21 Ocak 2013 Pazartesi

Bir “Upper East Side” hikâyesi sona erdi. “X.O.X.O. Gossip Girl“….



New York’un ışıltılı hayatı, partiler, güzel kıyafetler, entrikalar ve bu entrikalara rağmen devam eden dostluklar… İşte 6 yıl boyunca bunların hepsini her hafta 40 dakikaya sığdırmayı başaran “Gossip Girl” güzel bir final bölümüyle takipçilerine veda etti.
Peki, merakla beklediğimiz final bölümünde neler oldu? Öncelikle çoğumuzun uzun zamandır beklediği mutlu son nihayet gerçekleşti ve Blair-Chuck çifti evlendi. Bart Bass’in ölümünden sonra polislerden kurtulma derdine düşen ikilinin kurtarıcısı amca Jack Bass oldu ve Georgina Sparks’la güçlerini birleştirerek beklenen düğünün organizasyonu gerçekleştirdiler. Zaten artık sürekli gözümüzün içinde parlayan o nişan yüzüğünün Blair’in boynundan çıkıp parmağına takılma zamanı gelmişti. Kaçak durumları yüzünden çok görkemli bir tören izleyemesek de çiftin düğün kıyafeti muhteşemdi.  Evlilik yeminlerini ettikten sonra Chuck’ın Blair’i öpmesi ise finalin kesinlikle en güzel anlarından birisiydi. 

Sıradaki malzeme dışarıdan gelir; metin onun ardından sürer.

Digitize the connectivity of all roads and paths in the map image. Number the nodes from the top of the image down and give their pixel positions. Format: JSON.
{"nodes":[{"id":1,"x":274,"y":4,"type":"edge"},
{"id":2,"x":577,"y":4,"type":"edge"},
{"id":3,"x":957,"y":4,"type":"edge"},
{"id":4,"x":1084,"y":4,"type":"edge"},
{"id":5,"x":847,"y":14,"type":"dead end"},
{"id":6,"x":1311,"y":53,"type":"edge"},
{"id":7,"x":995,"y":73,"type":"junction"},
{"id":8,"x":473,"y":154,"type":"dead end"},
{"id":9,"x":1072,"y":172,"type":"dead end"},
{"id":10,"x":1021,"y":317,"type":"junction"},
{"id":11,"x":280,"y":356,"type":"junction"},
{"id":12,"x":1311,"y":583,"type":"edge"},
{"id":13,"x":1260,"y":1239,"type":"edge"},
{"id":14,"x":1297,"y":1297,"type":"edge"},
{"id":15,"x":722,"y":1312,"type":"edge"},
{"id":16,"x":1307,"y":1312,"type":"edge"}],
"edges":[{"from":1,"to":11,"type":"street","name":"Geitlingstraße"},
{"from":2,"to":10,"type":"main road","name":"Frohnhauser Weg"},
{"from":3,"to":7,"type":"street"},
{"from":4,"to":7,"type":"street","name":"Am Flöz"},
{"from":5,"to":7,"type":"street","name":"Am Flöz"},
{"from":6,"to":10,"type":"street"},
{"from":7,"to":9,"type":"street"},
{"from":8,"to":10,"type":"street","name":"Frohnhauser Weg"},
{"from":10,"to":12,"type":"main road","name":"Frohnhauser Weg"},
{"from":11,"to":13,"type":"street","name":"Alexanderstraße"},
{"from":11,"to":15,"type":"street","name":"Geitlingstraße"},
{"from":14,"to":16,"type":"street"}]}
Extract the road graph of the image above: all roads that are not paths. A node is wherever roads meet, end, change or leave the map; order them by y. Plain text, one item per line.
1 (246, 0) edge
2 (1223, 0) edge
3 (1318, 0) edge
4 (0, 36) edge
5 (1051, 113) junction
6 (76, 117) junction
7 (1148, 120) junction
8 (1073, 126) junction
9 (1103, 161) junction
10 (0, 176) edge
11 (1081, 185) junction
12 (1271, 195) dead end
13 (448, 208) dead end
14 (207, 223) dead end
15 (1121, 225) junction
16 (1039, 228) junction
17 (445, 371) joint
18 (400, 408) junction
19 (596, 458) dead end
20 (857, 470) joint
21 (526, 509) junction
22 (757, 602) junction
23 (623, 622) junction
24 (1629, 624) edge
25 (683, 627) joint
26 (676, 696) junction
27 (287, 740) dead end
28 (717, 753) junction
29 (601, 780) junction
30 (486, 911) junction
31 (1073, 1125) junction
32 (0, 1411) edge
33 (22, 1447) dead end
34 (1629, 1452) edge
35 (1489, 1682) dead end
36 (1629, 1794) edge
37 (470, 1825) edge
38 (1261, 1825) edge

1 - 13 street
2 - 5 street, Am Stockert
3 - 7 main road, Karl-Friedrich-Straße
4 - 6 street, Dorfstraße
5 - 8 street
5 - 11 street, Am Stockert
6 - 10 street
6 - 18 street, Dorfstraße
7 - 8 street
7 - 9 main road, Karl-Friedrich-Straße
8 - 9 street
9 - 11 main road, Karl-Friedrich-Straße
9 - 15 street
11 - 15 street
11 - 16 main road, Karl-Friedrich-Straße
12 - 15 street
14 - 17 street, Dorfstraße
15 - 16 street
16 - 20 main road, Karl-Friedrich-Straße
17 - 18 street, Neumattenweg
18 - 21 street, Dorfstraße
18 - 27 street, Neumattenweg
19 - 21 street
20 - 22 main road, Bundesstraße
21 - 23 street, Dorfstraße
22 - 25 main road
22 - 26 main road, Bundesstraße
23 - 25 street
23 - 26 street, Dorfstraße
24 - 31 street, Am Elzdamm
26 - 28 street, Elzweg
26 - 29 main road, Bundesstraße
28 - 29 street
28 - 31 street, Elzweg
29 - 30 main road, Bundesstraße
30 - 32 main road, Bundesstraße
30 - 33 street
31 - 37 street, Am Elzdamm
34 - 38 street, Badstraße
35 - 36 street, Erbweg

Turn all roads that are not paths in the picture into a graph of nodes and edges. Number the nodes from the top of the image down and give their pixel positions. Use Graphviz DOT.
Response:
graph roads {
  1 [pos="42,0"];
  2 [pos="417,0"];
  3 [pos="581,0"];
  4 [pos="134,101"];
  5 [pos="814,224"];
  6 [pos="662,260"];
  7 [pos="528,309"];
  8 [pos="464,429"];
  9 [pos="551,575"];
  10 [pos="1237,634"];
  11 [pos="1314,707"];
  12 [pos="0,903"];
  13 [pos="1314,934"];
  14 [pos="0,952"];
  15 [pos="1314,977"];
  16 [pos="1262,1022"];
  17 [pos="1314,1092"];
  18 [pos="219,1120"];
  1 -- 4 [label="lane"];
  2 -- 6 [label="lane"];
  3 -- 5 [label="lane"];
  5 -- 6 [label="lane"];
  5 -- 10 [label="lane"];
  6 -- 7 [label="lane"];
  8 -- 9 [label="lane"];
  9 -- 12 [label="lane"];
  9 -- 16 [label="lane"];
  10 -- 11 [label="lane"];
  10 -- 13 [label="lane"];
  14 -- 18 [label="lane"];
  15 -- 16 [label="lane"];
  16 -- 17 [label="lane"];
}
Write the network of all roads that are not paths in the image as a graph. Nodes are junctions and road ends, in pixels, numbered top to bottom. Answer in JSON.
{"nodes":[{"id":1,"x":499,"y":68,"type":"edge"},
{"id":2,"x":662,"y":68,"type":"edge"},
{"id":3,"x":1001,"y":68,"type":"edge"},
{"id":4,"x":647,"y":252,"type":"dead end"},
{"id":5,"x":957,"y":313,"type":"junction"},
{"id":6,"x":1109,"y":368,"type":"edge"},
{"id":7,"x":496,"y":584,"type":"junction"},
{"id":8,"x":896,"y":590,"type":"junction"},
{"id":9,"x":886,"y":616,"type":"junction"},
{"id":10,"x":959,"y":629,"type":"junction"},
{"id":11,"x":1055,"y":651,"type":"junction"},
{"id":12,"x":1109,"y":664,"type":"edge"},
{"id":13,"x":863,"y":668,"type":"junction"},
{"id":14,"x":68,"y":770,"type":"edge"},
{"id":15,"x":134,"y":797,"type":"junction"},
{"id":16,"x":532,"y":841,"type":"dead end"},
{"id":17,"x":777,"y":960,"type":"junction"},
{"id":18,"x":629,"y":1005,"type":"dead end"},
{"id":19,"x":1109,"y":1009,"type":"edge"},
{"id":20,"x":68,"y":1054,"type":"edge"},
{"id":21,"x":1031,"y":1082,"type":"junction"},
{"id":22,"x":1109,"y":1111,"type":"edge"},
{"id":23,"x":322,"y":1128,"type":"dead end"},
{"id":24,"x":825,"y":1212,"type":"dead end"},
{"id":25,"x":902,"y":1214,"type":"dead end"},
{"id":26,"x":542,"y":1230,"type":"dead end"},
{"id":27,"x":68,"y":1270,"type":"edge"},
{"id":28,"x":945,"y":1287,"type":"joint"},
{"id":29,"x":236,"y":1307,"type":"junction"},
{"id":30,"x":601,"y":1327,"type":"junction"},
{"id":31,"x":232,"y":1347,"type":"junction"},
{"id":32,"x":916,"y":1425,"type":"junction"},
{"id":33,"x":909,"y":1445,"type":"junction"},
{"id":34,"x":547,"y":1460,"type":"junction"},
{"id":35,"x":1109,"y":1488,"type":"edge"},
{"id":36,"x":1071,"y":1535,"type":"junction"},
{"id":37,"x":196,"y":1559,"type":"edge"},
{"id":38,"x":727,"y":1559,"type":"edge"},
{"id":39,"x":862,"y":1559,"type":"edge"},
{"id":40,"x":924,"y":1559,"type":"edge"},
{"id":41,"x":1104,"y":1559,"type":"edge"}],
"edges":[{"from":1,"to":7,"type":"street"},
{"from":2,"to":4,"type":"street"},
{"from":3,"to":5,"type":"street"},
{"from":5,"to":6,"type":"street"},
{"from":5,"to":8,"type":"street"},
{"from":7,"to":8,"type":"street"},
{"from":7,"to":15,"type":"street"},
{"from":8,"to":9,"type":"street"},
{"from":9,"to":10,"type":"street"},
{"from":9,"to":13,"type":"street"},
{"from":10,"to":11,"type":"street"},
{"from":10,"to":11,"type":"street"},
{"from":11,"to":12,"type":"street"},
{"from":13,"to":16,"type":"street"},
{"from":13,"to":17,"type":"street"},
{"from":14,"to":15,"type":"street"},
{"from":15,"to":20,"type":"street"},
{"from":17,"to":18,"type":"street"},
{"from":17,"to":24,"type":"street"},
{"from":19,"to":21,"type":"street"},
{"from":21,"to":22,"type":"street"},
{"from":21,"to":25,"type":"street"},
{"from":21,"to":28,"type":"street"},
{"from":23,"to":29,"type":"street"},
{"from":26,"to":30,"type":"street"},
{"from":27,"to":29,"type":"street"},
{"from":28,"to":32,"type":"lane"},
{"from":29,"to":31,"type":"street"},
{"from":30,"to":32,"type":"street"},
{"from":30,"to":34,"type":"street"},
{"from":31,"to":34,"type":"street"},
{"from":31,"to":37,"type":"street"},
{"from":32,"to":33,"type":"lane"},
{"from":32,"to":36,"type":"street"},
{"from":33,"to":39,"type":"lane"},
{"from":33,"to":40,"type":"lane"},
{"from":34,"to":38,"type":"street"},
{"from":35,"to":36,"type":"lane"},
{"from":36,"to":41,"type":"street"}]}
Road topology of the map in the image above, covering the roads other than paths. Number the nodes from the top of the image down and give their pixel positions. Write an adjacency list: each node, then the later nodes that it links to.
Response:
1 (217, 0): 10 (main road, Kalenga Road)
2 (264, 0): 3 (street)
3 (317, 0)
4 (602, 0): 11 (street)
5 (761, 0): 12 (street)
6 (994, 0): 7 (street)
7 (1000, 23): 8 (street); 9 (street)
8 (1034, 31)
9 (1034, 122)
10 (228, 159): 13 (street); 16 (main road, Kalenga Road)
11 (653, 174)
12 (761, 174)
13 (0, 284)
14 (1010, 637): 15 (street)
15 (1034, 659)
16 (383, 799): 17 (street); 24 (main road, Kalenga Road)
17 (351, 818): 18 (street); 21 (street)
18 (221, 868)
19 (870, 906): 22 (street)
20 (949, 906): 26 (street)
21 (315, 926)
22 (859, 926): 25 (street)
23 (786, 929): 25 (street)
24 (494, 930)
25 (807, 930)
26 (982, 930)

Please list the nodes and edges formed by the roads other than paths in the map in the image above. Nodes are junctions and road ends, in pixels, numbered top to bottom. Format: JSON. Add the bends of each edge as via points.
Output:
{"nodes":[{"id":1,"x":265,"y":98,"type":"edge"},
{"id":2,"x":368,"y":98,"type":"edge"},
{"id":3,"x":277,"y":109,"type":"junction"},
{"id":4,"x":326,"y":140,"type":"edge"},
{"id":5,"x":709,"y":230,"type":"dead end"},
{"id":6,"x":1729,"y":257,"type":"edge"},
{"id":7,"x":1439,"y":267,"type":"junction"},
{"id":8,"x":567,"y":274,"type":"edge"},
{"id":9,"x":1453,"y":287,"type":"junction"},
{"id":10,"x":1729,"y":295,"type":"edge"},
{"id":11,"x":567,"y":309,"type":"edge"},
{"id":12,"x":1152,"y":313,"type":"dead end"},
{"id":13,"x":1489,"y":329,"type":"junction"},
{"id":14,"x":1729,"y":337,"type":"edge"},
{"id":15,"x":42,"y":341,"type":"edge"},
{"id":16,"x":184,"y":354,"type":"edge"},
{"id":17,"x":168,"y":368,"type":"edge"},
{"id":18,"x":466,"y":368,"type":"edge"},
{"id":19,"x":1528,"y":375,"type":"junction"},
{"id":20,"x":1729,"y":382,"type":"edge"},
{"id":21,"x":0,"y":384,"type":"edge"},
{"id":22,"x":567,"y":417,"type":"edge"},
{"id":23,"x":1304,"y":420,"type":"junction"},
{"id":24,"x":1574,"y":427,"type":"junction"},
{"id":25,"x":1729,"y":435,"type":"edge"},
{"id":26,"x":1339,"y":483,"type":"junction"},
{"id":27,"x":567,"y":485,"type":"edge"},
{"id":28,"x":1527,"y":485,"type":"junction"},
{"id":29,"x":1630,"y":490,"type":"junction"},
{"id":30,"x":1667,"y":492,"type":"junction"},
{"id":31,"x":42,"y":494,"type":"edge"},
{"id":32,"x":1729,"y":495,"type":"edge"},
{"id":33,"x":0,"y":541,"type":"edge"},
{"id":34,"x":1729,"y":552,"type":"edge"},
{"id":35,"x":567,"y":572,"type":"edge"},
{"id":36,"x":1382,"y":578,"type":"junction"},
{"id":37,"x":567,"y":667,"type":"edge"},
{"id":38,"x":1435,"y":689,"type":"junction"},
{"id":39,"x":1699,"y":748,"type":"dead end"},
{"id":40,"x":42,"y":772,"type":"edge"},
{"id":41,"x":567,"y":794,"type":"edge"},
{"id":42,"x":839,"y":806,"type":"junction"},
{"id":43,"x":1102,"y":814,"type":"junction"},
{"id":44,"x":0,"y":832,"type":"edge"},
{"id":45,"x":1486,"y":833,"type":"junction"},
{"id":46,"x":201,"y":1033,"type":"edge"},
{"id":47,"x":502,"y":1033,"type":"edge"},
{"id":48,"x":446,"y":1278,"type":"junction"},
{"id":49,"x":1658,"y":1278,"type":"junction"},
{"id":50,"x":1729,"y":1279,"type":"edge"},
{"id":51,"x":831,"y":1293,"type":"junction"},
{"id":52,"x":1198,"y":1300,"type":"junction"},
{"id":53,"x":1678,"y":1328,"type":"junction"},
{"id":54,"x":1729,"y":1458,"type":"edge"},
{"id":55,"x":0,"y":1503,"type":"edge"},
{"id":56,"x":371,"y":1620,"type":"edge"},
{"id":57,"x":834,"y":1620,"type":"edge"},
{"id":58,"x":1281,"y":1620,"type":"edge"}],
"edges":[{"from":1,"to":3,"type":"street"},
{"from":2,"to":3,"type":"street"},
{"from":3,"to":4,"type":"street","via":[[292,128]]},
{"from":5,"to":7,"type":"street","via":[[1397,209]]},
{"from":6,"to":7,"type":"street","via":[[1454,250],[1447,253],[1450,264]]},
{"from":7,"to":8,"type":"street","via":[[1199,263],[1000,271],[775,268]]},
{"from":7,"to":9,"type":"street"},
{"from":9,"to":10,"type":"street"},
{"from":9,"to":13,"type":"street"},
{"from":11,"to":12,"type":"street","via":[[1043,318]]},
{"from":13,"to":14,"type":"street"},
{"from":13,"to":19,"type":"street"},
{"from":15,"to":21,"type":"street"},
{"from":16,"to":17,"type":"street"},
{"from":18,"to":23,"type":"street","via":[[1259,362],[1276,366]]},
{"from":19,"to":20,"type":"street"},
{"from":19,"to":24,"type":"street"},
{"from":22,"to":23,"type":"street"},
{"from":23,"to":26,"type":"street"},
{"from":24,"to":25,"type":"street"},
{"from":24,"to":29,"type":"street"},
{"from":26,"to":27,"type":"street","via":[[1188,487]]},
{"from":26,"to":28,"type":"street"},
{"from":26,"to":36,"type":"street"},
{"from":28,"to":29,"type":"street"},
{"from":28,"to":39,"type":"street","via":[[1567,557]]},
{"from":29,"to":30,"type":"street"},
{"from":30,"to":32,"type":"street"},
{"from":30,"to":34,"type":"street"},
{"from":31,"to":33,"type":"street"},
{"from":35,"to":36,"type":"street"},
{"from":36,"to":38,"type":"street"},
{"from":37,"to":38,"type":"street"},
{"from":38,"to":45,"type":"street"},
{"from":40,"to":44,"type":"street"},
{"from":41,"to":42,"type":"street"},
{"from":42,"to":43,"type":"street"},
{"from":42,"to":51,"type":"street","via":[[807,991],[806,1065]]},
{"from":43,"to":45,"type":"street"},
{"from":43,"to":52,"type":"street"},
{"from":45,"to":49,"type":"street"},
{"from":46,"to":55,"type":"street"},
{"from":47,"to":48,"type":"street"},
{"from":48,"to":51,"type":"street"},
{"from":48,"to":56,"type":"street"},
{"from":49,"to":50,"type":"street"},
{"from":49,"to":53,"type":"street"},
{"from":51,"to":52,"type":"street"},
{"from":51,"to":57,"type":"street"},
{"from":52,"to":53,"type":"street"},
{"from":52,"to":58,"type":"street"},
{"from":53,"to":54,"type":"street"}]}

Bart Bass’in ölümü Chuck’ın yanı sıra Nate ve Lily Van der Woodsen’ı da huzura kavuşturdu. Kurduğu internet sitesi The Spectator’ın mali sorunları ve Bart’ın tehditleri yüzünden kötü günler geçiren Nate sonuç olarak işleri yoluna koydu ve kız arkadaşı Sage’le beraber “Dedikoducu Kız”ın kimliğini ortaya çıkarmak için harekete geçti. Eşinin ölümüyle büyük bir medya baskısı gören Lily de bu kötü günleri eski eşi, Serena ve Eric’in babası William’ın desteğiyle atlatmayı başardı. Ivy Dickens’ın bir anda ortaya çıkıp William’la ilgili gerçekleri Lily’ye söylemeye çalışması ne yazık ki kendisi açısından hiç umduğu şekilde sonuçlanmadı.
Finalin bir diğer mutlu çiftiyse Serena ve Dan oldu. Dizinin başlangıcından bu yana duygusal ilişkilerinde bir türlü dikiş tutturamayan Serena deyim yerindeyse oradan oraya savruldu. Ama yaşadığı ilişkilerin içinde unutamadığı tek kişi Dan Humphrey’di. Sezonun başından beri intikam ateşiyle yanıp tutuşan, hatta yayınladığı yazılarla çevresindeki herkesin nefretini üzerine çeken Dan Serena’yla ilgili yayınladığı son yazıyla işleri kopma noktasına getirdi. Gerçi çok geç kalmadan hatasını düzeltmek için harekete geçti ve Serena’ya yazdığı diğer yazıyı okutup tekrar kalbini kazanmayı başardı.
Ve gelelim dizinin başlangıcından bu yana hepimizin merak ettiği soruya… Kimdi bu “Dedikoducu Kız”? Kız mıydı, erkek miydi, aralarından biri miydi? Final sezonunun başından beri sürekli tahminler yürütülüyordu. Bunların arasındaki en yüksek aday da Dorota’ydı. Fakat yanıt tabii ki de şaşırtıcı oldu çünkü “Dedikoducu Kız”ımız Dan Humphrey çıktı. Brooklyn’li “Lonely Boy” lise yıllarında gördüğü o parıltılı hayatın bir parçası olmak, içinde doğmadığı bu hayatta kendine bir yer edinmek istemişti. Peki, istediği şeyde başarılı olmuş muydu? Kesinlikle, evet. Hatta “Dedikoducu Kız” sayesinde hayalini kurduğu yazarlığa bu şekilde adım attığını da söyleyebiliriz.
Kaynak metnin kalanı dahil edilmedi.